> **GIVEN ENTRIES**
------------------------------------------------

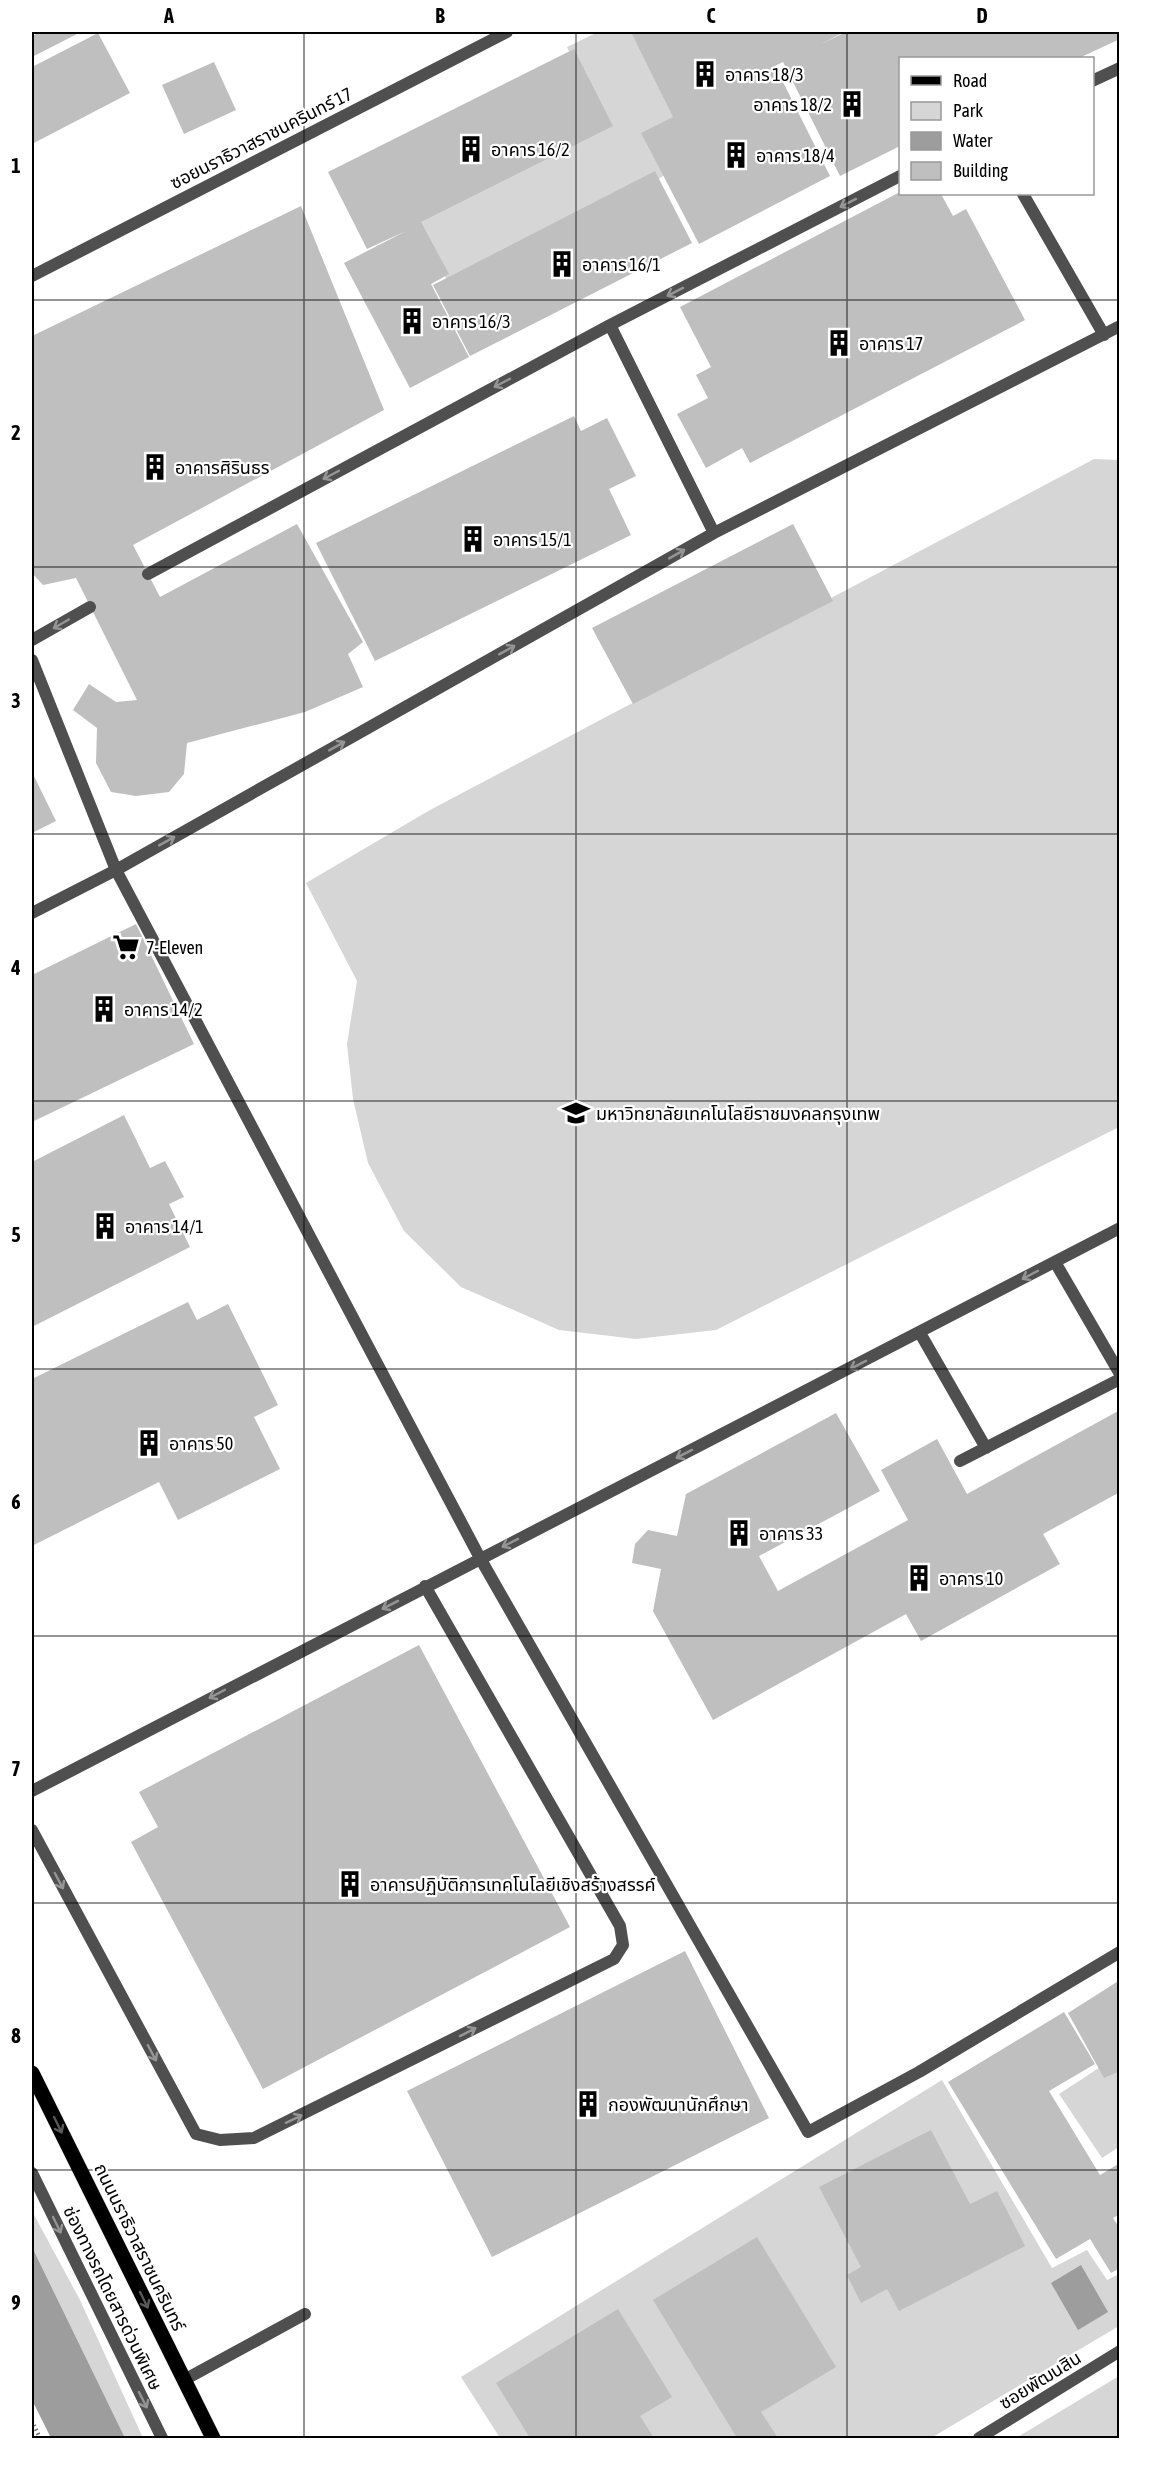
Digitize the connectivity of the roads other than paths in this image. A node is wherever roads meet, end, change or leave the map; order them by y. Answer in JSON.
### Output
{"nodes":[{"id":1,"x":507,"y":32,"type":"edge"},
{"id":2,"x":1119,"y":68,"type":"edge"},
{"id":3,"x":1094,"y":80,"type":"edge"},
{"id":4,"x":899,"y":177,"type":"edge"},
{"id":5,"x":1024,"y":195,"type":"edge"},
{"id":6,"x":32,"y":276,"type":"edge"},
{"id":7,"x":610,"y":325,"type":"junction"},
{"id":8,"x":1119,"y":326,"type":"edge"},
{"id":9,"x":1104,"y":335,"type":"junction"},
{"id":10,"x":714,"y":533,"type":"junction"},
{"id":11,"x":148,"y":574,"type":"dead end"},
{"id":12,"x":90,"y":607,"type":"dead end"},
{"id":13,"x":32,"y":640,"type":"edge"},
{"id":14,"x":32,"y":660,"type":"edge"},
{"id":15,"x":116,"y":870,"type":"junction"},
{"id":16,"x":32,"y":914,"type":"edge"},
{"id":17,"x":1119,"y":1228,"type":"edge"},
{"id":18,"x":1055,"y":1262,"type":"junction"},
{"id":19,"x":920,"y":1333,"type":"junction"},
{"id":20,"x":1119,"y":1374,"type":"edge"},
{"id":21,"x":1119,"y":1379,"type":"edge"},
{"id":22,"x":986,"y":1448,"type":"junction"},
{"id":23,"x":960,"y":1461,"type":"dead end"},
{"id":24,"x":480,"y":1558,"type":"junction"},
{"id":25,"x":425,"y":1586,"type":"junction"},
{"id":26,"x":32,"y":1791,"type":"edge"},
{"id":27,"x":32,"y":1830,"type":"edge"},
{"id":28,"x":1119,"y":1952,"type":"edge"},
{"id":29,"x":32,"y":2073,"type":"edge"},
{"id":30,"x":32,"y":2173,"type":"edge"},
{"id":31,"x":305,"y":2314,"type":"dead end"},
{"id":32,"x":1119,"y":2351,"type":"edge"},
{"id":33,"x":184,"y":2380,"type":"junction"},
{"id":34,"x":162,"y":2439,"type":"edge"},
{"id":35,"x":213,"y":2439,"type":"edge"},
{"id":36,"x":979,"y":2439,"type":"edge"}],
"edges":[{"from":1,"to":6,"type":"street","name":"ซอยนราธิวาสราชนครินทร์ 17"},
{"from":2,"to":3,"type":"street"},
{"from":4,"to":7,"type":"street","one_way":true},
{"from":5,"to":9,"type":"street"},
{"from":7,"to":10,"type":"street"},
{"from":7,"to":11,"type":"street","one_way":true},
{"from":8,"to":9,"type":"street"},
{"from":9,"to":10,"type":"street"},
{"from":15,"to":10,"type":"street","one_way":true},
{"from":12,"to":13,"type":"street","one_way":true},
{"from":14,"to":15,"type":"street"},
{"from":15,"to":16,"type":"street"},
{"from":15,"to":24,"type":"street"},
{"from":17,"to":18,"type":"street"},
{"from":18,"to":19,"type":"street","one_way":true},
{"from":18,"to":20,"type":"street"},
{"from":19,"to":22,"type":"street"},
{"from":19,"to":24,"type":"street","one_way":true},
{"from":21,"to":22,"type":"street"},
{"from":22,"to":23,"type":"street"},
{"from":24,"to":25,"type":"street"},
{"from":24,"to":28,"type":"street"},
{"from":25,"to":26,"type":"street","one_way":true},
{"from":27,"to":25,"type":"street","one_way":true},
{"from":29,"to":33,"type":"main road","name":"ถนนนราธิวาสราชนครินทร์","one_way":true},
{"from":30,"to":34,"type":"street","name":"ช่องทางรถโดยสารด่วนพิเศษ","one_way":true},
{"from":31,"to":33,"type":"street"},
{"from":32,"to":36,"type":"street","name":"ซอยพัฒนสิน"},
{"from":33,"to":35,"type":"main road","name":"ถนนนราธิวาสราชนครินทร์"}]}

------------------------------------------------

> **EXERCISE REQUIREMENTS**
Find every line above where the word "true" occurs, and copy that line.

> **RESULT FOR THIS TASK**
{"from":4,"to":7,"type":"street","one_way":true},
{"from":7,"to":11,"type":"street","one_way":true},
{"from":15,"to":10,"type":"street","one_way":true},
{"from":12,"to":13,"type":"street","one_way":true},
{"from":18,"to":19,"type":"street","one_way":true},
{"from":19,"to":24,"type":"street","one_way":true},
{"from":25,"to":26,"type":"street","one_way":true},
{"from":27,"to":25,"type":"street","one_way":true},
{"from":29,"to":33,"type":"main road","name":"ถนนนราธิวาสราชนครินทร์","one_way":true},
{"from":30,"to":34,"type":"street","name":"ช่องทางรถโดยสารด่วนพิเศษ","one_way":true},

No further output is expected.